*Work to be completed*
Search the data below for the word "Valle" and report how many lines contain it, with no added words.

---

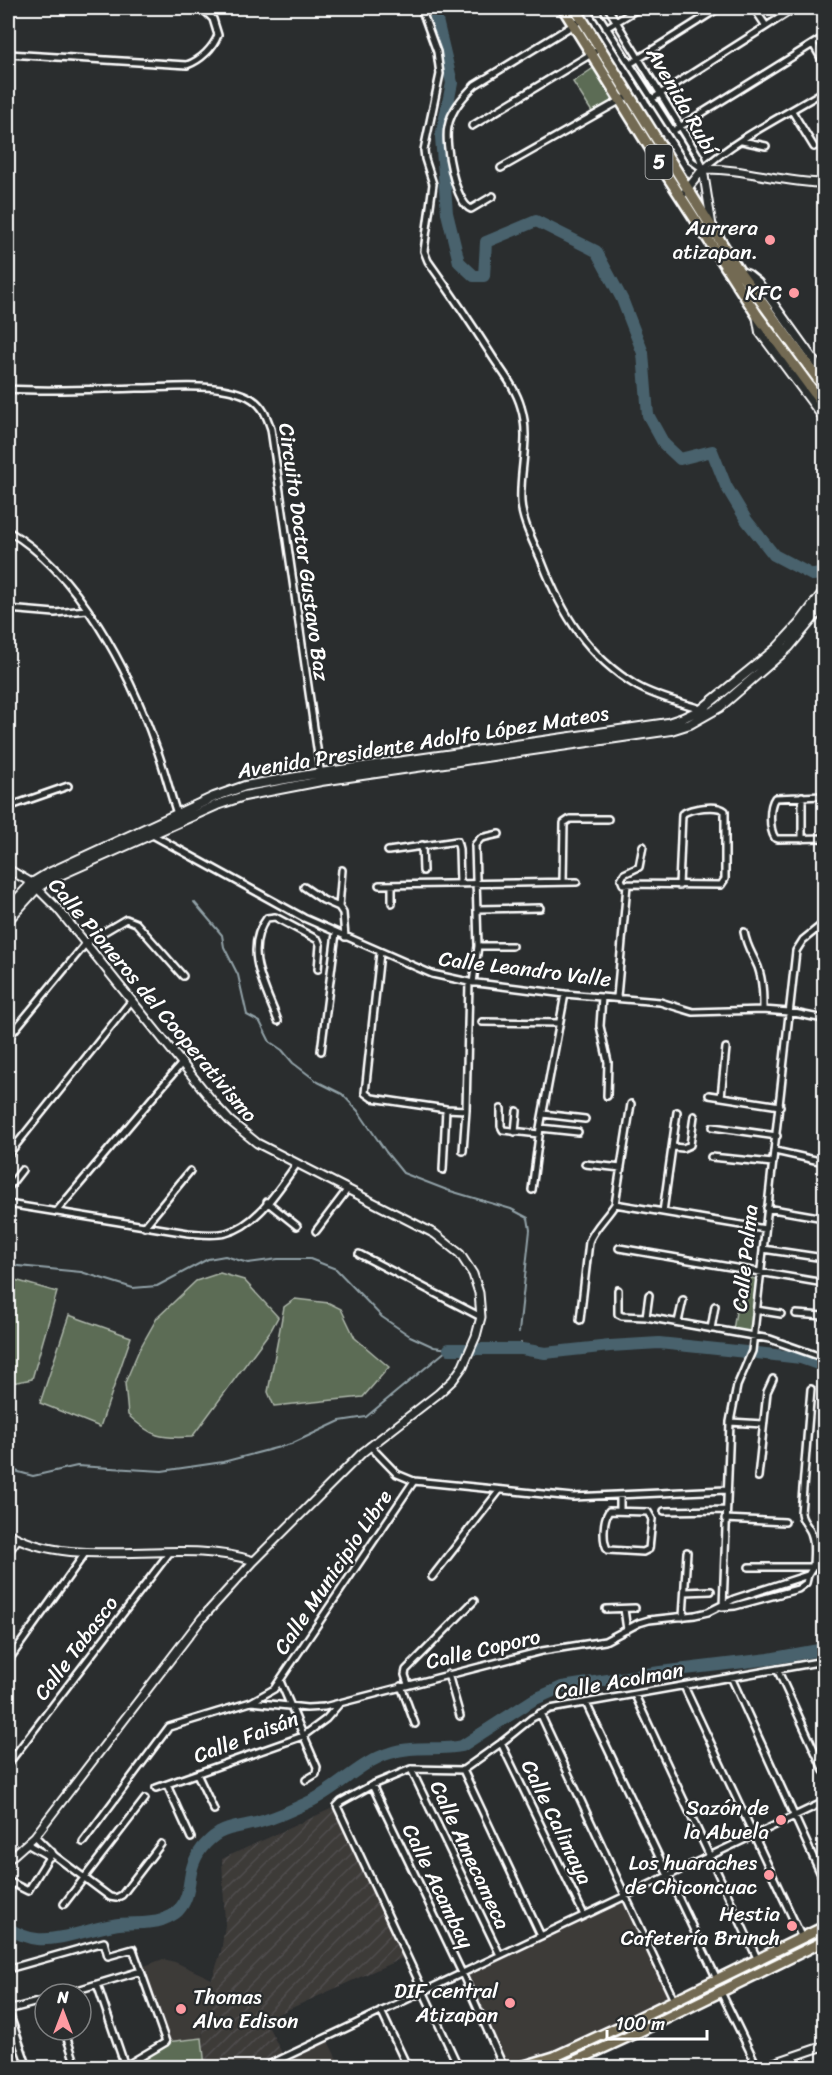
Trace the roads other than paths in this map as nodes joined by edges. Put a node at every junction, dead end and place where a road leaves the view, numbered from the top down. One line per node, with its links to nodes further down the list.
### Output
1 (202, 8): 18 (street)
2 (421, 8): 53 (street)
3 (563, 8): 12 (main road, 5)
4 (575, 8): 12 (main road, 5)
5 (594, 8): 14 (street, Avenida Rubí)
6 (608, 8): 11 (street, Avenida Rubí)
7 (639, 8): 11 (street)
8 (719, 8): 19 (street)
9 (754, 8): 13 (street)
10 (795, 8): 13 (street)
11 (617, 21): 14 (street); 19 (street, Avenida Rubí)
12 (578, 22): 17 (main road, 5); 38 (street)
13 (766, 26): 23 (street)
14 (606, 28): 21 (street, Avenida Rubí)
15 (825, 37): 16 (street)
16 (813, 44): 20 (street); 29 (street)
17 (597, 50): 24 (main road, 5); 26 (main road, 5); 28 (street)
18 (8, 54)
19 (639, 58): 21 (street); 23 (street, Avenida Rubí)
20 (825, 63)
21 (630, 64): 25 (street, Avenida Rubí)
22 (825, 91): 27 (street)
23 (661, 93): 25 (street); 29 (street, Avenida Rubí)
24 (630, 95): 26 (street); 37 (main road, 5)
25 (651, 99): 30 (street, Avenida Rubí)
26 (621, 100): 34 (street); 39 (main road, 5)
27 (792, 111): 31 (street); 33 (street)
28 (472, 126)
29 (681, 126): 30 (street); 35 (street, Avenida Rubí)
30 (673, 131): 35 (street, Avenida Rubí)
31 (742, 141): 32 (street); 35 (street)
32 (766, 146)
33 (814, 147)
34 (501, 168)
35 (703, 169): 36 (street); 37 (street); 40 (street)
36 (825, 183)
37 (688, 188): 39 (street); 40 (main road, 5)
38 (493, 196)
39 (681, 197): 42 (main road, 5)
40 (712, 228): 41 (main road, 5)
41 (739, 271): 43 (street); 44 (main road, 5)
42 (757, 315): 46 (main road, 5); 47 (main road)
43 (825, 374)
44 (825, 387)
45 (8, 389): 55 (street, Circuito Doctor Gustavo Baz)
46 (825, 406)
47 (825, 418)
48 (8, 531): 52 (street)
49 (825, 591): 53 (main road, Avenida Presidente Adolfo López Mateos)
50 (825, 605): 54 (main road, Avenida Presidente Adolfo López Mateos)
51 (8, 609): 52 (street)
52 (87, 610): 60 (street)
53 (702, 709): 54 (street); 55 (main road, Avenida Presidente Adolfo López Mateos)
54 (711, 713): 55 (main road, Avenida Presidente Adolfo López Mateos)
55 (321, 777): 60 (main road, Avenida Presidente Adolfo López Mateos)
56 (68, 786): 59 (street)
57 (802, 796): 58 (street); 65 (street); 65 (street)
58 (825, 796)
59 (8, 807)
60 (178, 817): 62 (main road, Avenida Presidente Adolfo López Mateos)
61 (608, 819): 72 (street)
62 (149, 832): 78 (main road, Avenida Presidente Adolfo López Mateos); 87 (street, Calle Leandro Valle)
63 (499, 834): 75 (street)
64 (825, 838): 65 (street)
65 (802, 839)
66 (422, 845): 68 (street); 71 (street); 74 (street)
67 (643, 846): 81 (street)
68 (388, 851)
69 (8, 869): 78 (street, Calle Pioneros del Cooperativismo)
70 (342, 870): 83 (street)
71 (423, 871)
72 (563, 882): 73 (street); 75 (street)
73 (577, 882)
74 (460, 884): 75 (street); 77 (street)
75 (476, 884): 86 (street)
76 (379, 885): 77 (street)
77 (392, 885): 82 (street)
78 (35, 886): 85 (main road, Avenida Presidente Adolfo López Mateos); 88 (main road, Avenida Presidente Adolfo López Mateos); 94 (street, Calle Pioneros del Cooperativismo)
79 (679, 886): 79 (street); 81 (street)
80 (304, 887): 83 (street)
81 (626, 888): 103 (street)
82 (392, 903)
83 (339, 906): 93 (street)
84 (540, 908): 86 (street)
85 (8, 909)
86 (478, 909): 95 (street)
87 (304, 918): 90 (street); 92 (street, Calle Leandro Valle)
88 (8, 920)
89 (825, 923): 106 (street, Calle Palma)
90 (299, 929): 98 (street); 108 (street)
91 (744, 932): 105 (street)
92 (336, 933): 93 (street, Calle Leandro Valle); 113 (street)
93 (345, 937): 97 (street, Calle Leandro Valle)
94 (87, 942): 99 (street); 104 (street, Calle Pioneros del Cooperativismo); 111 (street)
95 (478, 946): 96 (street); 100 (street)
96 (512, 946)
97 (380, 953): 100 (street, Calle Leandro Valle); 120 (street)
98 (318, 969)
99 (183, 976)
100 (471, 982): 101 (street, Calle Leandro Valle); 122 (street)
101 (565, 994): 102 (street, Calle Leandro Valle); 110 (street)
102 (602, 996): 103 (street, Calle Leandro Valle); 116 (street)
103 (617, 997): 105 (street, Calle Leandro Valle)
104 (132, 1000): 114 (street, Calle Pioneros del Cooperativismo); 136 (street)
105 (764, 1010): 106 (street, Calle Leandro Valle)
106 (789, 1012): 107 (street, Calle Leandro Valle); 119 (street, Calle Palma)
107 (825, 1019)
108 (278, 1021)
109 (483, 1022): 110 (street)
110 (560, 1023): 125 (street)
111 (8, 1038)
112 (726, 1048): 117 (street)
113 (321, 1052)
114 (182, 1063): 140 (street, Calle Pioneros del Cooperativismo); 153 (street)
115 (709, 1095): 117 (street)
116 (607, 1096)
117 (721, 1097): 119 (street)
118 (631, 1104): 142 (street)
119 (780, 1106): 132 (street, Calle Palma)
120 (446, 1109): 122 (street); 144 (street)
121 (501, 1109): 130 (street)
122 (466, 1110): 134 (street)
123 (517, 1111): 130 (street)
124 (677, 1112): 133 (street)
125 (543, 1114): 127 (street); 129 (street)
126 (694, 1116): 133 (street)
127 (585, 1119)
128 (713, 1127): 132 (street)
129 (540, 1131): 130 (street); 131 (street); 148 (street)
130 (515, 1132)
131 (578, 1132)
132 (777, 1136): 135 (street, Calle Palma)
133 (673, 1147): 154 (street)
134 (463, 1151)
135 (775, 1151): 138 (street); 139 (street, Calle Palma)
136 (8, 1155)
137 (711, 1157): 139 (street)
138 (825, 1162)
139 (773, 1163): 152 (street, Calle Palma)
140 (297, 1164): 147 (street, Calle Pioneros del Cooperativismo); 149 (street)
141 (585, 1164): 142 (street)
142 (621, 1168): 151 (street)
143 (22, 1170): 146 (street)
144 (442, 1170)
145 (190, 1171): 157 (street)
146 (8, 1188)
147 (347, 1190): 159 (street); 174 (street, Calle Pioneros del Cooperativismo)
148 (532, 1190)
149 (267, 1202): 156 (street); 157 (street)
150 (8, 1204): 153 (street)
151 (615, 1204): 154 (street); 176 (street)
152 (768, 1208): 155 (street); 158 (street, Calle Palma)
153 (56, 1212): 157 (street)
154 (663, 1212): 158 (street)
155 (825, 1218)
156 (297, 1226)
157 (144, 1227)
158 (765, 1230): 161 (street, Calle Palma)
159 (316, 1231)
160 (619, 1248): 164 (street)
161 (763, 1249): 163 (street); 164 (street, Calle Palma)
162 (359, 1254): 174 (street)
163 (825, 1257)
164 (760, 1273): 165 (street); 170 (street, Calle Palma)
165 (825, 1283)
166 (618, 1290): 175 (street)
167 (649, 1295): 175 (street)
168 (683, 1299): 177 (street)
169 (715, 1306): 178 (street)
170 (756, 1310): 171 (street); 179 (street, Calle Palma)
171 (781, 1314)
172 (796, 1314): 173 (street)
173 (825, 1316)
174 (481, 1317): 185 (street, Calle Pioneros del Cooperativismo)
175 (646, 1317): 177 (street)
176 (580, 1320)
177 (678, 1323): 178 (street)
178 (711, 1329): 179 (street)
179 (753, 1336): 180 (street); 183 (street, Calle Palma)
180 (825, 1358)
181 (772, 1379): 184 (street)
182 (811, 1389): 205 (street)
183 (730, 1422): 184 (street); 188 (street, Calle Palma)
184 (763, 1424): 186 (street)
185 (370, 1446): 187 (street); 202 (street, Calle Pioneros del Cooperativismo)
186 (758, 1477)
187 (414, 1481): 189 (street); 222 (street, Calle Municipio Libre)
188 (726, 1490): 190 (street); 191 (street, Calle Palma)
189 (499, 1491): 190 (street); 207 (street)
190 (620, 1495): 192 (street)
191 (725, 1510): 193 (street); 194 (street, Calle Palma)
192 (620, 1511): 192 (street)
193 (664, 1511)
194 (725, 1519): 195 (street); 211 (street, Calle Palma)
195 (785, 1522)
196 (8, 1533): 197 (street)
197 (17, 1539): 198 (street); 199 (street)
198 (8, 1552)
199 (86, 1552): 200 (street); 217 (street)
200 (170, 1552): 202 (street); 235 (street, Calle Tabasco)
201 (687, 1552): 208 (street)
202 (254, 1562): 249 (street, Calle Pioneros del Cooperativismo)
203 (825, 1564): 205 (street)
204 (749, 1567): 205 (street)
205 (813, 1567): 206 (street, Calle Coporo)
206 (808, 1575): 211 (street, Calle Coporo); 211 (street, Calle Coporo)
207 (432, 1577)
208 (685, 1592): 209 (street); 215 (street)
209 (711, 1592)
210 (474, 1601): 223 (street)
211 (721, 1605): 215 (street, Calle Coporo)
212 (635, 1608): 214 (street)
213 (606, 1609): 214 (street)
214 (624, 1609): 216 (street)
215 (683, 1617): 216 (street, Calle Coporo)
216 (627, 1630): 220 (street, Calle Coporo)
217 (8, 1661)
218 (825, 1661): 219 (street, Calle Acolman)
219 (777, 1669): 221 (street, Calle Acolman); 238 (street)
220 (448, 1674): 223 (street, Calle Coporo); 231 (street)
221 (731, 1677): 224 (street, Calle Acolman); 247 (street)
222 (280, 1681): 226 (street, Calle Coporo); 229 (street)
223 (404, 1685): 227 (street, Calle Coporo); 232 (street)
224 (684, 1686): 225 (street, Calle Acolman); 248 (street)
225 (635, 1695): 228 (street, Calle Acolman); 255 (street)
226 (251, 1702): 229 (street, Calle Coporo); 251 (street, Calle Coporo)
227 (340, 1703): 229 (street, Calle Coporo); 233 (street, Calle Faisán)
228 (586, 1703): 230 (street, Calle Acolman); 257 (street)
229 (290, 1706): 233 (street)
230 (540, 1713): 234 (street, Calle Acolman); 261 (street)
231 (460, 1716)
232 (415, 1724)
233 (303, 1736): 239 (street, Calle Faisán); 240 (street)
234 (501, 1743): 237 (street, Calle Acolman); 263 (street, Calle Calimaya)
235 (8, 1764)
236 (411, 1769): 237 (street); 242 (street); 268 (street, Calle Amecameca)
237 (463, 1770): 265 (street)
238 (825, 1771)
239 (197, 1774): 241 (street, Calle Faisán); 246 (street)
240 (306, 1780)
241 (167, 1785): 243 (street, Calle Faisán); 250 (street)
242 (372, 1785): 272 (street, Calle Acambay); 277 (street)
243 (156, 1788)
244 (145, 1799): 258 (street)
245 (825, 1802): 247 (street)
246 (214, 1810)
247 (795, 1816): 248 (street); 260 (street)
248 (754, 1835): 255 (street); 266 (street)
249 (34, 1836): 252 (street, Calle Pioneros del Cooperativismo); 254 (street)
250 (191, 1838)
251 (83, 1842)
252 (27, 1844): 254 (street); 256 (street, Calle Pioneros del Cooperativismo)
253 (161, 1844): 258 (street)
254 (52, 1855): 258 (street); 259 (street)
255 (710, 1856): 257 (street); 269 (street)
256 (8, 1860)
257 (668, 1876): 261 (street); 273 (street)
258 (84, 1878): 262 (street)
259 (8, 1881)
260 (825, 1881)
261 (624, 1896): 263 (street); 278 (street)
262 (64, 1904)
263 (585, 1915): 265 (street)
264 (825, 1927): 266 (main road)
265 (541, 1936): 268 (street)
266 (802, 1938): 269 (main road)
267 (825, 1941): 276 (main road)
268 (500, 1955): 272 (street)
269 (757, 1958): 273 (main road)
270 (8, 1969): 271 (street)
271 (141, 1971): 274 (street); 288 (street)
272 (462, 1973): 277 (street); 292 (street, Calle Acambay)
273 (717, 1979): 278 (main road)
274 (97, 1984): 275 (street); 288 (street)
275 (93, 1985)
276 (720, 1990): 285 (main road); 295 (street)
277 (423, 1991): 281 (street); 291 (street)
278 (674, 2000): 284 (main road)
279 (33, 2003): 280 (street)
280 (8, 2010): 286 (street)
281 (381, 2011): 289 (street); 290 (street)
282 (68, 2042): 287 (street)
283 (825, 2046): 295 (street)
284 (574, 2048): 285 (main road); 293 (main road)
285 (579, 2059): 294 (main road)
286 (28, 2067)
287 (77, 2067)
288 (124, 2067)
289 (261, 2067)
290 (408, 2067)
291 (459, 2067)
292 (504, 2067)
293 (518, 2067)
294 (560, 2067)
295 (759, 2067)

---

*Answer section*
11